William Edmond Armitage (September 6, 1830 – December 7, 1873) was a bishop of the Episcopal Church of the United States.
==Biography==
Born in New York City, Armitage graduated from Columbia College in 1849 and the General Theological Seminary in 1852. He was ordained deacon at the Church of the Transfiguration, New York, on June 27, 1852, by Bishop Carlton Chase and priest at St. Mark's, Augusta, Maine, on September 27, 1854, by Bishop George Burgess.

Armitage died at St. Luke's Hospital in New York on December 7, 1873, and his remains are buried in Detroit, Michigan, at Elmwood Cemetery.

==Religious positions==
Armitage's first ministry position was as assistant at St. John's in Portsmouth, New Hampshire. He was then called to St. Mark's, Augusta, Maine, until called to be rector of St. John's, Detroit, Michigan, where he was when elected to the episcopate. He received his doctorate in divinity from Columbia College in 1866.

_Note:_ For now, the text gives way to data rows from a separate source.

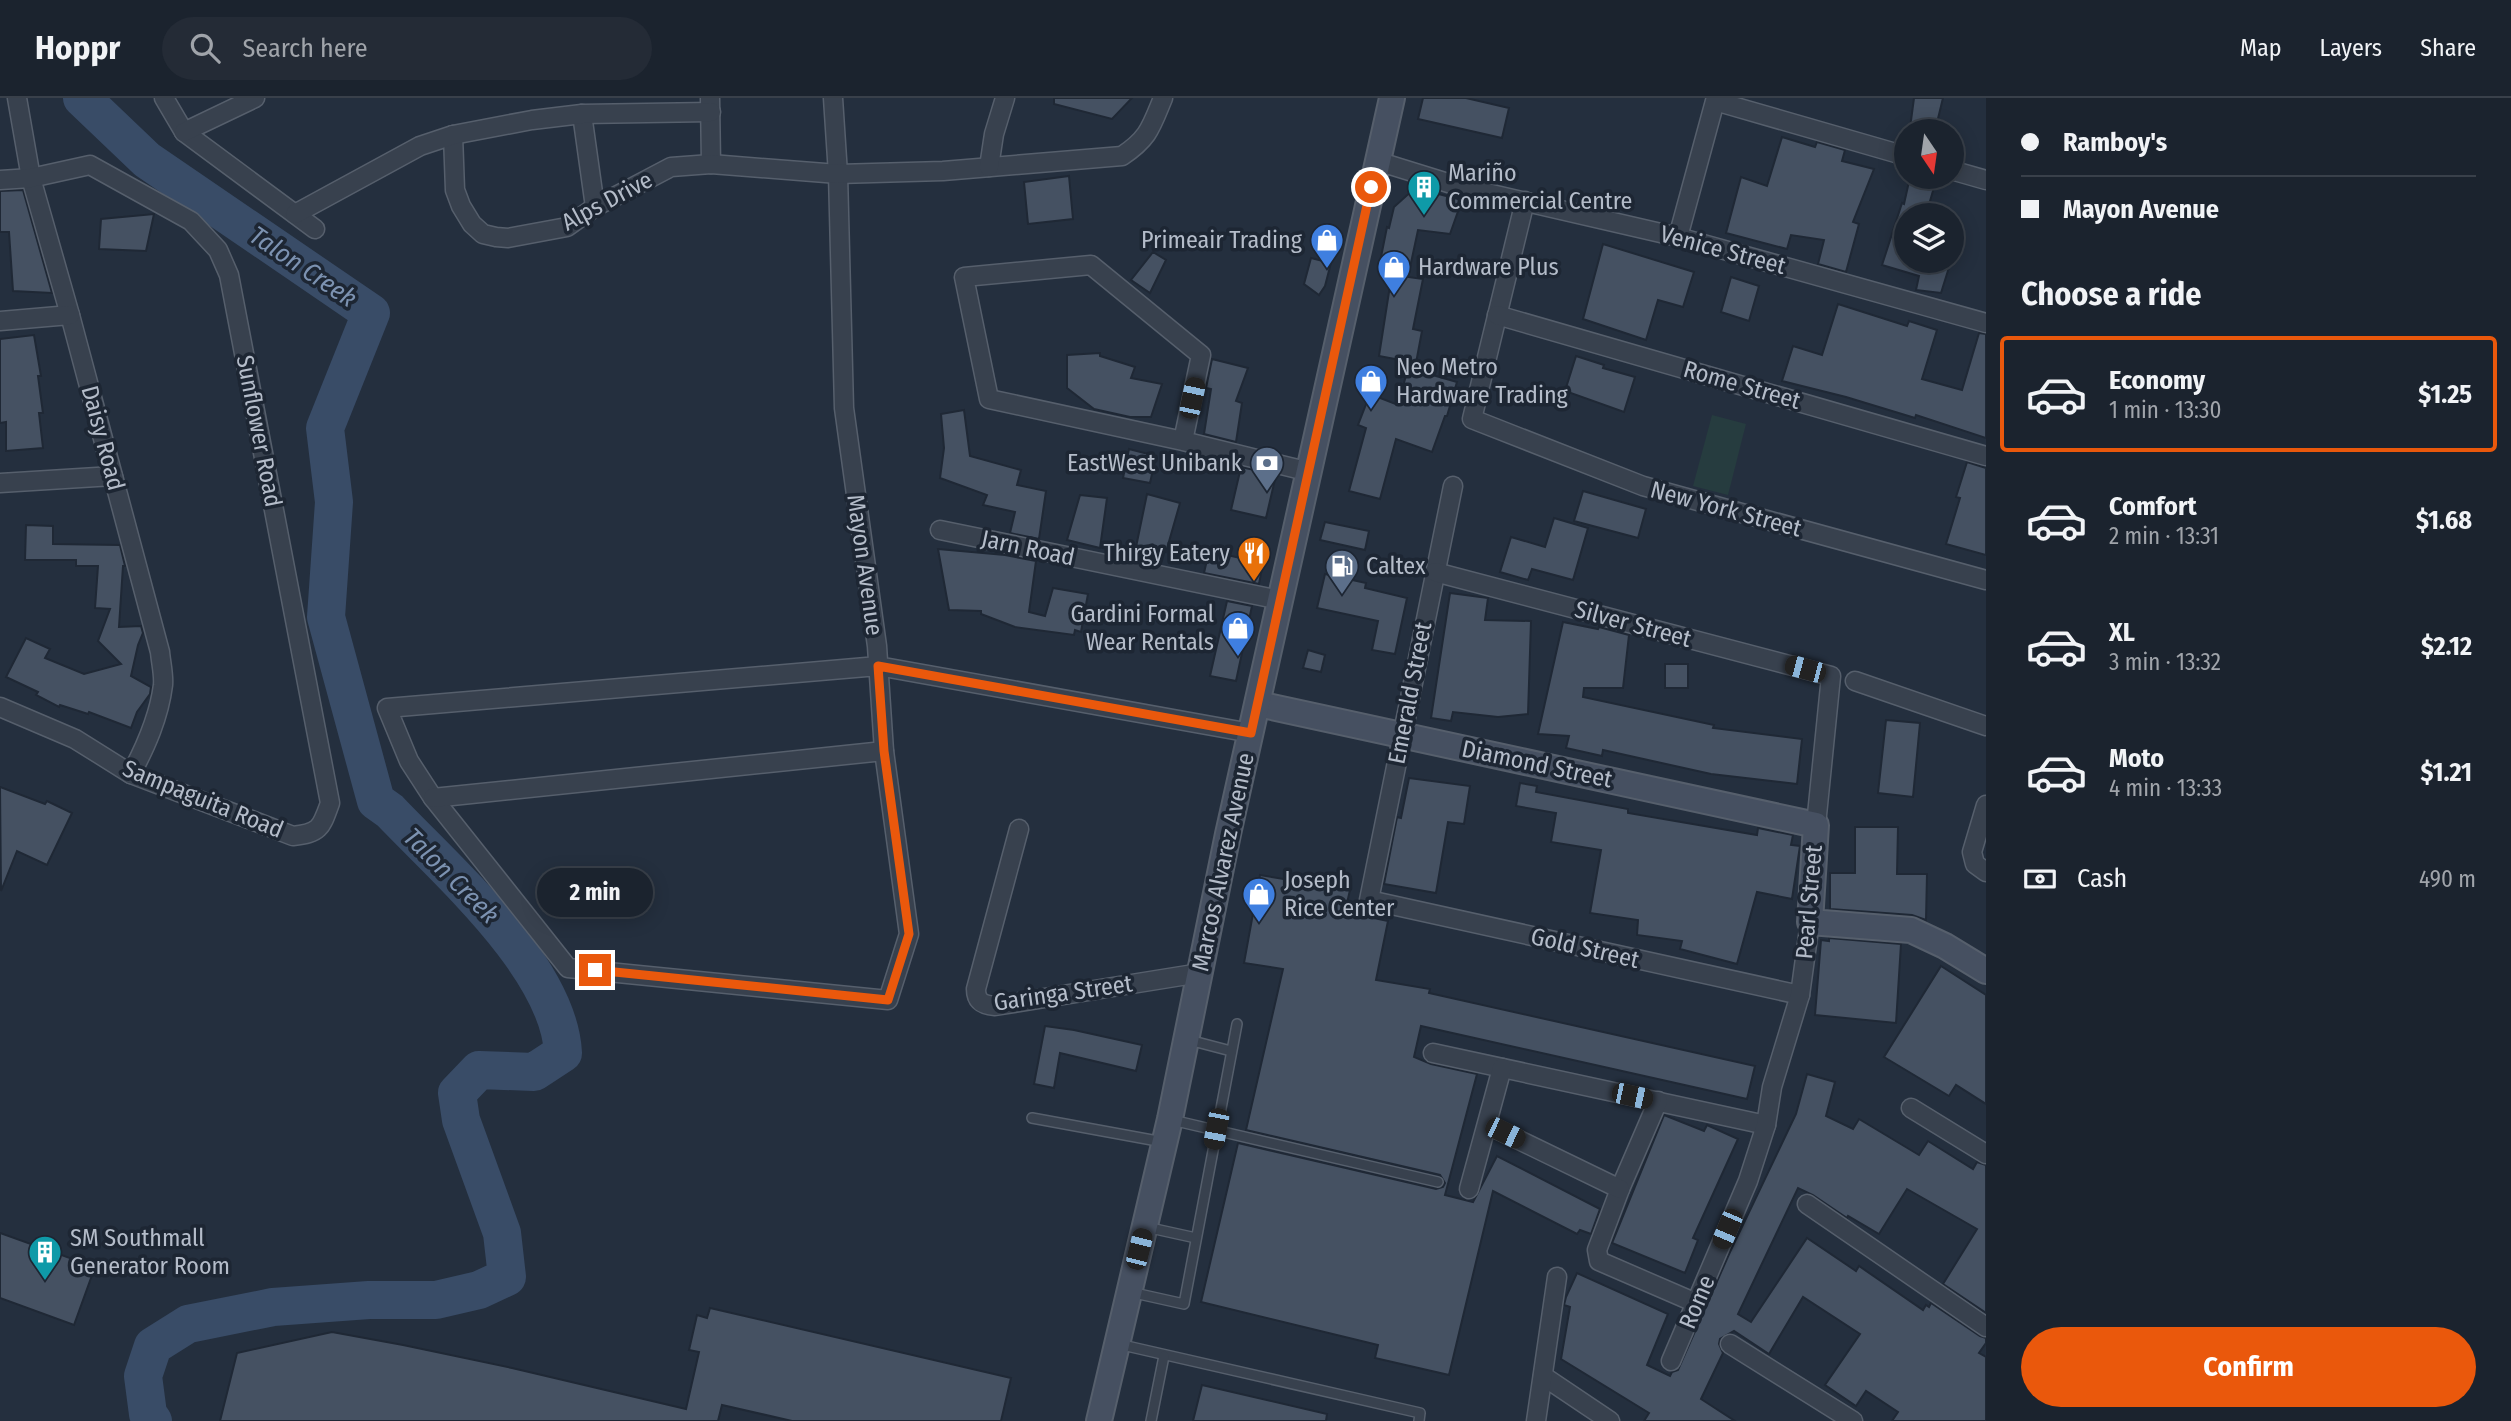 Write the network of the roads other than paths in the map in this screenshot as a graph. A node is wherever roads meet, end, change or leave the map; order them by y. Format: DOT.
graph roads {
  1 [pos="17,98"];
  2 [pos="164,98"];
  3 [pos="255,98"];
  4 [pos="833,98"];
  5 [pos="1004,98"];
  6 [pos="1163,98"];
  7 [pos="1392,98"];
  8 [pos="1715,100"];
  9 [pos="710,105"];
  10 [pos="582,114"];
  11 [pos="184,132"];
  12 [pos="453,135"];
  13 [pos="1894,152"];
  14 [pos="1377,162"];
  15 [pos="712,164"];
  16 [pos="989,167"];
  17 [pos="838,174"];
  18 [pos="1964,174"];
  19 [pos="31,178"];
  20 [pos="0,180"];
  21 [pos="1986,180"];
  22 [pos="1525,201"];
  23 [pos="595,207"];
  24 [pos="295,214"];
  25 [pos="314,229"];
  26 [pos="1678,237"];
  27 [pos="70,315"];
  28 [pos="1497,315"];
  29 [pos="0,320"];
  30 [pos="1986,323"];
  31 [pos="1183,441"];
  32 [pos="1986,456"];
  33 [pos="1310,472"];
  34 [pos="113,476"];
  35 [pos="0,483"];
  36 [pos="1452,486"];
  37 [pos="940,530"];
  38 [pos="1434,572"];
  39 [pos="1986,580"];
  40 [pos="1280,600"];
  41 [pos="878,666"];
  42 [pos="1831,676"];
  43 [pos="1855,681"];
  44 [pos="1258,704"];
  45 [pos="0,707"];
  46 [pos="1986,726"];
  47 [pos="1251,733"];
  48 [pos="1402,734"];
  49 [pos="884,751"];
  50 [pos="131,774"];
  51 [pos="433,798"];
  52 [pos="1986,806"];
  53 [pos="1816,825"];
  54 [pos="1019,830"];
  55 [pos="293,836"];
  56 [pos="1986,872"];
  57 [pos="1369,900"];
  58 [pos="1810,922"];
  59 [pos="1986,971"];
  60 [pos="1200,972"];
  61 [pos="1800,995"];
  62 [pos="1237,1024"];
  63 [pos="1186,1039"];
  64 [pos="1231,1051"];
  65 [pos="1433,1053"];
  66 [pos="1502,1068"];
  67 [pos="1658,1101"];
  68 [pos="1911,1108"];
  69 [pos="1032,1118"];
  70 [pos="1488,1125"];
  71 [pos="1766,1125"];
  72 [pos="1216,1129"];
  73 [pos="1167,1131"];
  74 [pos="1986,1153"];
  75 [pos="1438,1182"];
  76 [pos="1469,1189"];
  77 [pos="1620,1189"];
  78 [pos="1807,1204"];
  79 [pos="1144,1227"];
  80 [pos="1196,1238"];
  81 [pos="1557,1276"];
  82 [pos="1128,1292"];
  83 [pos="1696,1303"];
  84 [pos="1986,1327"];
  85 [pos="1116,1344"];
  86 [pos="1730,1345"];
  87 [pos="1164,1356"];
  88 [pos="1671,1361"];
  89 [pos="1544,1376"];
  90 [pos="1099,1421"];
  91 [pos="1151,1421"];
  92 [pos="1419,1421"];
  93 [pos="1536,1421"];
  94 [pos="1610,1421"];
  95 [pos="1853,1421"];
  1 -- 19 [label="street, Daisy Road"];
  2 -- 11 [label="street"];
  3 -- 11 [label="street"];
  4 -- 17 [label="street, Mayon Avenue"];
  5 -- 16 [label="street"];
  6 -- 16 [label="street, Alps Drive"];
  7 -- 14 [label="main road, Marcos Alvarez Avenue"];
  8 -- 13 [label="street"];
  8 -- 26 [label="street"];
  9 -- 10 [label="street"];
  9 -- 15 [label="street"];
  10 -- 12 [label="street"];
  10 -- 23 [label="street"];
  11 -- 24 [label="street"];
  12 -- 23 [label="street, Alps Drive"];
  12 -- 24 [label="street"];
  14 -- 22 [label="street, Venice Street"];
  14 -- 33 [label="main road, Marcos Alvarez Avenue"];
  15 -- 17 [label="street, Alps Drive"];
  15 -- 23 [label="street, Alps Drive"];
  16 -- 17 [label="street, Alps Drive"];
  17 -- 41 [label="street, Mayon Avenue"];
  18 -- 21 [label="street"];
  19 -- 20 [label="street, Sunflower Road"];
  19 -- 27 [label="street, Daisy Road"];
  19 -- 55 [label="street, Sunflower Road"];
  22 -- 26 [label="street, Venice Street"];
  22 -- 28 [label="street"];
  24 -- 25 [label="street"];
  26 -- 30 [label="street, Venice Street"];
  27 -- 29 [label="street"];
  27 -- 34 [label="street, Daisy Road"];
  28 -- 32 [label="street, Rome Street"];
  28 -- 39 [label="street, New York Street"];
  31 -- 31 [label="street"];
  31 -- 33 [label="street"];
  33 -- 40 [label="main road, Marcos Alvarez Avenue"];
  34 -- 35 [label="street"];
  34 -- 50 [label="street, Daisy Road"];
  36 -- 38 [label="street, Emerald Street"];
  37 -- 40 [label="street, Jarn Road"];
  38 -- 42 [label="street, Silver Street"];
  38 -- 48 [label="street, Emerald Street"];
  40 -- 44 [label="main road, Marcos Alvarez Avenue"];
  41 -- 47 [label="street"];
  41 -- 49 [label="street, Mayon Avenue"];
  41 -- 51 [label="street"];
  42 -- 53 [label="street, Pearl Street"];
  43 -- 46 [label="street"];
  44 -- 47 [label="main road, Marcos Alvarez Avenue"];
  44 -- 48 [label="main road, Diamond Street"];
  45 -- 50 [label="street, Sampaguita Road"];
  47 -- 60 [label="main road, Marcos Alvarez Avenue"];
  48 -- 53 [label="main road, Diamond Street"];
  48 -- 57 [label="street, Emerald Street"];
  49 -- 51 [label="street"];
  49 -- 51 [label="street, Mayon Avenue"];
  50 -- 55 [label="street, Sampaguita Road"];
  52 -- 56 [label="street"];
  53 -- 58 [label="main road, Pearl Street"];
  54 -- 60 [label="street, Garinga Street"];
  57 -- 61 [label="street, Gold Street"];
  58 -- 59 [label="main road"];
  58 -- 61 [label="street, Pearl Street"];
  60 -- 63 [label="main road, Marcos Alvarez Avenue"];
  61 -- 71 [label="street, Pearl Street"];
  62 -- 64 [label="lane"];
  63 -- 64 [label="lane"];
  63 -- 73 [label="main road, Marcos Alvarez Avenue"];
  64 -- 72 [label="lane"];
  65 -- 66 [label="street"];
  66 -- 67 [label="street"];
  66 -- 70 [label="street"];
  67 -- 71 [label="street"];
  67 -- 77 [label="street"];
  68 -- 74 [label="street"];
  69 -- 73 [label="lane"];
  70 -- 76 [label="street"];
  70 -- 77 [label="street"];
  71 -- 83 [label="street, Rome"];
  72 -- 73 [label="lane"];
  72 -- 75 [label="lane"];
  72 -- 80 [label="lane"];
  73 -- 79 [label="main road, Marcos Alvarez Avenue"];
  77 -- 83 [label="street"];
  78 -- 84 [label="street"];
  79 -- 80 [label="lane"];
  79 -- 82 [label="main road, Marcos Alvarez Avenue"];
  80 -- 82 [label="lane"];
  81 -- 89 [label="street"];
  82 -- 85 [label="main road, Marcos Alvarez Avenue"];
  83 -- 88 [label="street, Rome"];
  85 -- 87 [label="lane"];
  85 -- 90 [label="main road, Marcos Alvarez Avenue"];
  86 -- 95 [label="street"];
  87 -- 91 [label="lane"];
  87 -- 92 [label="lane"];
  89 -- 93 [label="street"];
  89 -- 94 [label="street"];
} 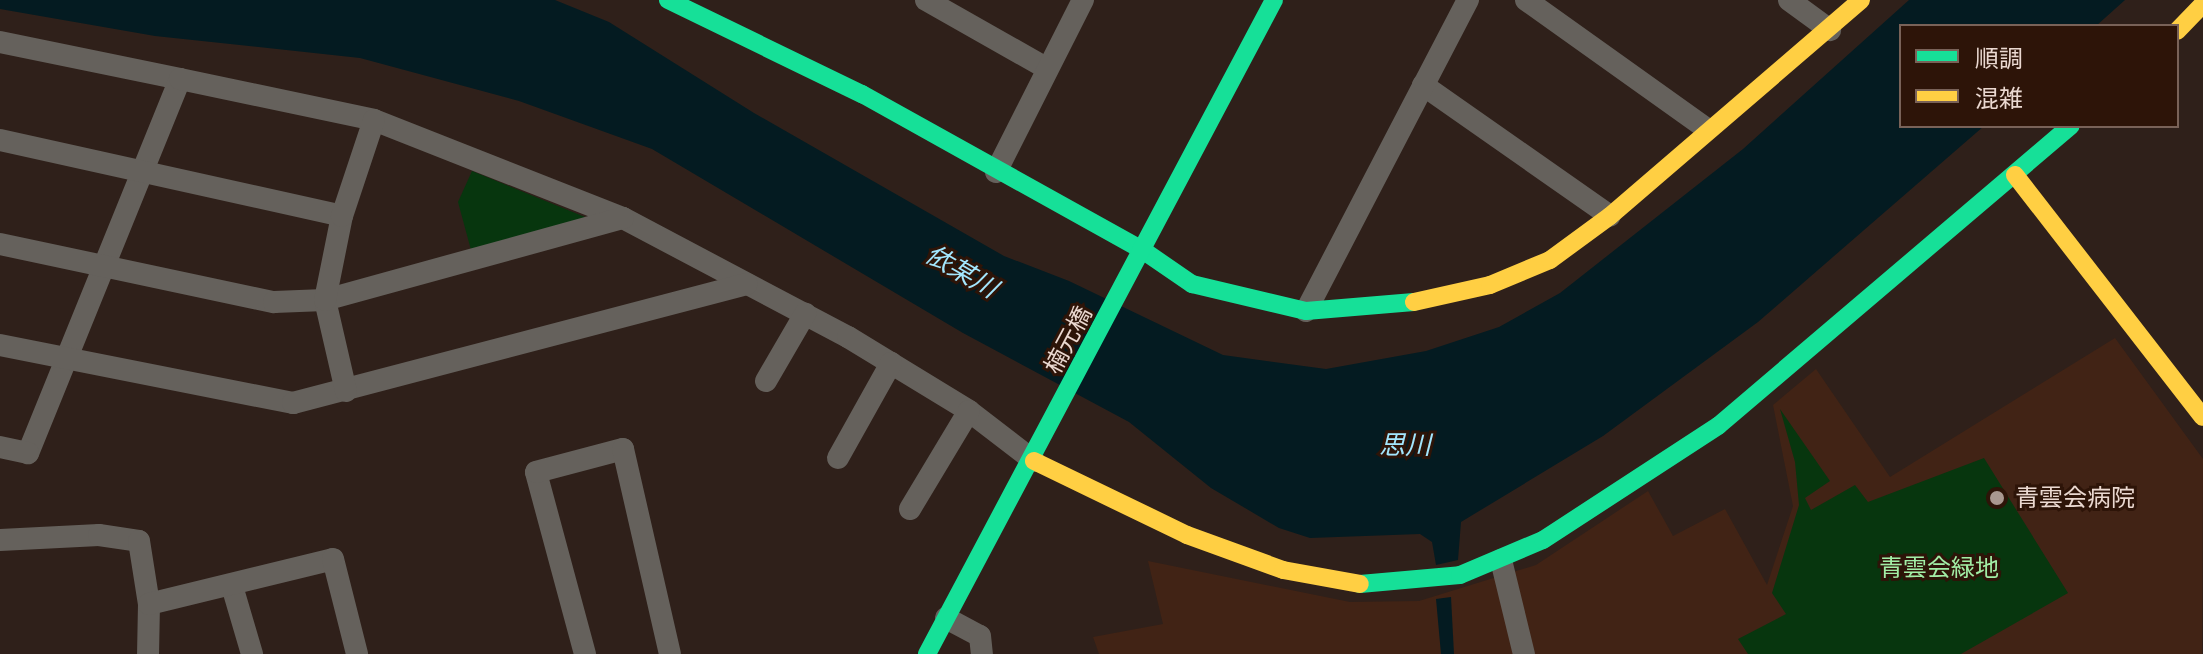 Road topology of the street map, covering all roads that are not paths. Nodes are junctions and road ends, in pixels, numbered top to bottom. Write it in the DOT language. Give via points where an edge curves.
graph roads {
  1 [pos="668,0"];
  2 [pos="926,0"];
  3 [pos="1083,0"];
  4 [pos="1274,0"];
  5 [pos="1468,0"];
  6 [pos="1526,0"];
  7 [pos="1789,0"];
  8 [pos="1861,0"];
  9 [pos="2203,4"];
  10 [pos="2179,29"];
  11 [pos="1830,30"];
  12 [pos="0,42"];
  13 [pos="1046,68"];
  14 [pos="180,79"];
  15 [pos="1423,85"];
  16 [pos="374,120"];
  17 [pos="2069,128"];
  18 [pos="1707,129"];
  19 [pos="0,140"];
  20 [pos="142,171"];
  21 [pos="996,172"];
  22 [pos="2015,175"];
  23 [pos="342,216"];
  24 [pos="1610,216"];
  25 [pos="623,218"];
  26 [pos="0,244"];
  27 [pos="1138,257"];
  28 [pos="102,268"];
  29 [pos="747,284"];
  30 [pos="325,300"];
  31 [pos="1306,311"];
  32 [pos="805,314"];
  33 [pos="0,345"];
  34 [pos="65,359"];
  35 [pos="891,363"];
  36 [pos="766,381"];
  37 [pos="346,391"];
  38 [pos="969,411"];
  39 [pos="2203,417"];
  40 [pos="0,447"];
  41 [pos="838,458"];
  42 [pos="1034,461"];
  43 [pos="910,509"];
  44 [pos="0,540"];
  45 [pos="1501,560"];
  46 [pos="232,586"];
  47 [pos="149,604"];
  48 [pos="946,618"];
  49 [pos="148,654"];
  50 [pos="252,654"];
  51 [pos="357,654"];
  52 [pos="585,654"];
  53 [pos="670,654"];
  54 [pos="927,654"];
  55 [pos="982,654"];
  56 [pos="1524,654"];
  1 -- 21 [label="street" via="862,94"];
  2 -- 13 [label="street"];
  3 -- 13 [label="street"];
  4 -- 27 [label="street, 楠元橋"];
  5 -- 15 [label="street"];
  6 -- 18 [label="street"];
  7 -- 11 [label="street"];
  8 -- 11 [label="street"];
  9 -- 10 [label="street"];
  11 -- 18 [label="street"];
  12 -- 14 [label="street"];
  13 -- 21 [label="street"];
  14 -- 16 [label="street"];
  14 -- 20 [label="street"];
  15 -- 24 [label="street"];
  15 -- 31 [label="street"];
  16 -- 23 [label="street"];
  16 -- 25 [label="street"];
  17 -- 22 [label="street"];
  18 -- 24 [label="street"];
  19 -- 20 [label="street"];
  20 -- 23 [label="street"];
  20 -- 28 [label="street"];
  21 -- 27 [label="street"];
  22 -- 39 [label="street"];
  22 -- 45 [label="street" via="1718,426 1543,540"];
  23 -- 30 [label="street"];
  24 -- 31 [label="street" via="1550,260 1490,285 1417,303"];
  25 -- 29 [label="street"];
  25 -- 30 [label="street"];
  26 -- 28 [label="street"];
  27 -- 31 [label="street" via="1192,284"];
  27 -- 42 [label="street, 楠元橋"];
  28 -- 30 [label="street" via="274,302"];
  28 -- 34 [label="street"];
  29 -- 32 [label="street"];
  29 -- 37 [label="street"];
  30 -- 37 [label="street"];
  32 -- 35 [label="street"];
  32 -- 36 [label="street"];
  33 -- 34 [label="street"];
  34 -- 37 [label="street" via="271,402 293,403"];
  34 -- 40 [label="street" via="28,453"];
  35 -- 38 [label="street"];
  35 -- 41 [label="street"];
  38 -- 42 [label="street"];
  38 -- 43 [label="street"];
  42 -- 45 [label="street" via="1187,535 1283,570 1334,582 1423,581"];
  42 -- 48 [label="street, 楠元橋"];
  44 -- 47 [label="street" via="99,535 139,541"];
  45 -- 56 [label="street"];
  46 -- 47 [label="street"];
  46 -- 50 [label="street"];
  46 -- 51 [label="street" via="333,559"];
  47 -- 49 [label="street"];
  48 -- 54 [label="street, 楠元橋"];
  48 -- 55 [label="street" via="980,636"];
  52 -- 53 [label="street" via="536,472 623,449"];
}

Armitage was consecrated at St. John's Detroit on December 6, 1866, by bishops Kemper, McCoskry, H. W. Lee, Whipple, Joseph C. Talbot, Coxe, Clarkson, Kerfoot, and Cummins, together with Bishop Cronyn, the Bishop of Huron, Canada. He was coadjutor bishop to Jackson Kemper (1866–1870) and on the death of Kemper served as the second Bishop of Wisconsin (1870–1873).